Pamela, I've had occasion recently to dwell on this emergent absence of coherence in government policy making. This was particularly evident during Harper but we're also seeing it in Trudeau's governance. This seem to be ad hoc, disconnected, sometimes inconsistent, irreconcilable even contradictory. It strikes me this is a sign of an unhealthy democracy. While I once discounted vision, it now appears more vital than I had imagined for it creates the frame to be fleshed out in policy that is coherent, consistent and mutually reinforcing.
Free market fundamentalism embodied in this web of free trade pacts has suppressed national vision. To the extent it may conflict with our contractual trade agreements we are discouraged, in some cases precluded, from stating what we want, what's in the best interests of our people and our country, now and for the future. That's something that no trade deal, even if they worked for the country and public (and they don't), is worth giving giving away for. Cumulatively it erodes liberal democracy. There's no trade pact that compensates for that. Not in the past, not now (TPP), not ever.
@ Anon, you pose some interesting arguments. I'm a bit too cynical to accept that electoral reform will be the magic wand elixir to restore liberal democracy, much less progressive democracy to Canada. That said, I do hope I'm entirely wrong and you're completely right.
thanks
In 2006 the BC govt claimed that TILMA (an agreement pushed through between BC and Alberta) would result in 78,000 new jobs and $billions in economic benefits to BC. It resulted in zero new jobs and benefits.
CETA, between Canada and EU, is claimed to provide similar benefits.
Both TILMA and CETA (and China-FIPA and TPP) have ISDS.
NAFTA has resulted in $billions of ISDS claims against Canada.
In the Globe and Mail:
"No wonder more and more Europeans and North Americans are not buying the free-trade hype any more. The marginal trade gains could be more than offset by greater pressure on working-class jobs or laxer regulations on, say, food quality.

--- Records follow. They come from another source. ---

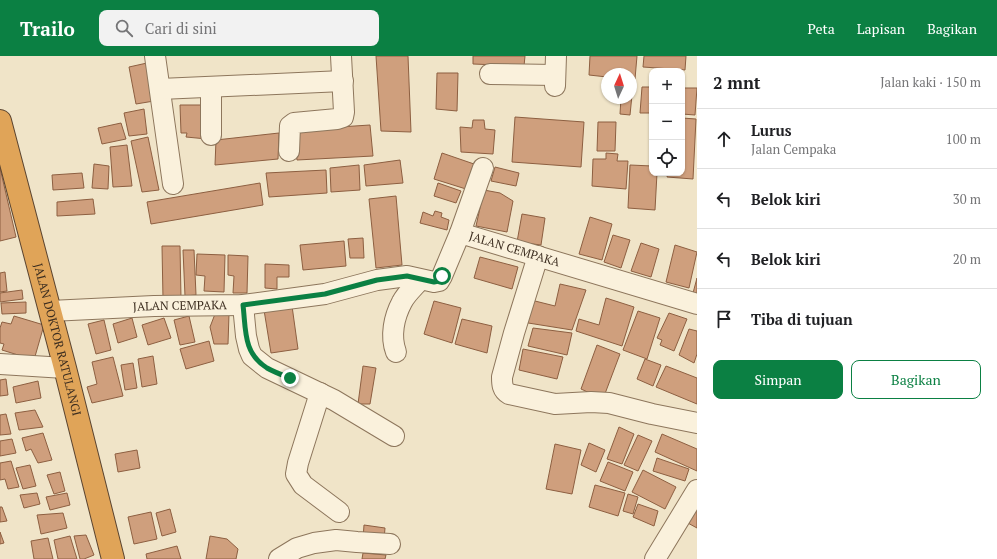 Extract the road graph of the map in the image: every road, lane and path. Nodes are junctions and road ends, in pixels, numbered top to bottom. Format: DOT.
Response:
graph roads {
  1 [pos="155,56"];
  2 [pos="341,56"];
  3 [pos="555,72"];
  4 [pos="490,74"];
  5 [pos="343,81"];
  6 [pos="211,87"];
  7 [pos="160,90"];
  8 [pos="0,120"];
  9 [pos="211,135"];
  10 [pos="4,151"];
  11 [pos="289,151"];
  12 [pos="483,168"];
  13 [pos="173,184"];
  14 [pos="460,232"];
  15 [pos="538,256"];
  16 [pos="420,280"];
  17 [pos="697,304"];
  18 [pos="243,305"];
  19 [pos="50,311"];
  20 [pos="396,352"];
  21 [pos="0,364"];
  22 [pos="65,368"];
  23 [pos="320,393"];
  24 [pos="697,423"];
  25 [pos="394,436"];
  26 [pos="697,490"];
  27 [pos="339,512"];
  28 [pos="390,544"];
  29 [pos="112,559"];
  30 [pos="279,559"];
  31 [pos="655,559"];
  1 -- 7 [label="street"];
  2 -- 5 [label="street"];
  3 -- 4 [label="street"];
  5 -- 6 [label="street"];
  5 -- 11 [label="street"];
  6 -- 7 [label="street"];
  6 -- 9 [label="street"];
  7 -- 13 [label="street"];
  8 -- 10 [label="highway, JALAN DOKTOR RATULANGI"];
  10 -- 19 [label="highway, JALAN DOKTOR RATULANGI"];
  12 -- 14 [label="street"];
  14 -- 15 [label="street, JALAN CEMPAKA"];
  14 -- 16 [label="street, JALAN CEMPAKA"];
  15 -- 17 [label="street, JALAN CEMPAKA"];
  15 -- 24 [label="street"];
  16 -- 18 [label="street, JALAN CEMPAKA"];
  16 -- 20 [label="street"];
  18 -- 19 [label="street, JALAN CEMPAKA"];
  18 -- 23 [label="street"];
  19 -- 22 [label="highway, JALAN DOKTOR RATULANGI"];
  21 -- 22 [label="street"];
  22 -- 29 [label="highway, JALAN DOKTOR RATULANGI"];
  23 -- 25 [label="street"];
  23 -- 27 [label="street"];
  26 -- 31 [label="street"];
  28 -- 30 [label="street"];
}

Europeans also fear that both TTIP and CETA are essentially undemocratic. They were negotiated almost entirely behind closed doors, and both have dispute resolution mechanisms that would allow companies to sue governments for damages if profits are hit because of changes in government policy or regulations. In effect, the provisions would rob their governments of their sovereignty."
http://www.theglobeandmail.com/report-on-business/rob-magazine/the-case-for-a-free-trade-revolt/article30154210/
Hi, Hugh. Thanks for the link. I've been trying to drive home this impairment of national sovereignty and the often unnoticed but always felt consequences point for years. Don't you find it curious that our leadership refuses to acknowledge it? It makes you wonder just whose interests are they serving, other than their own?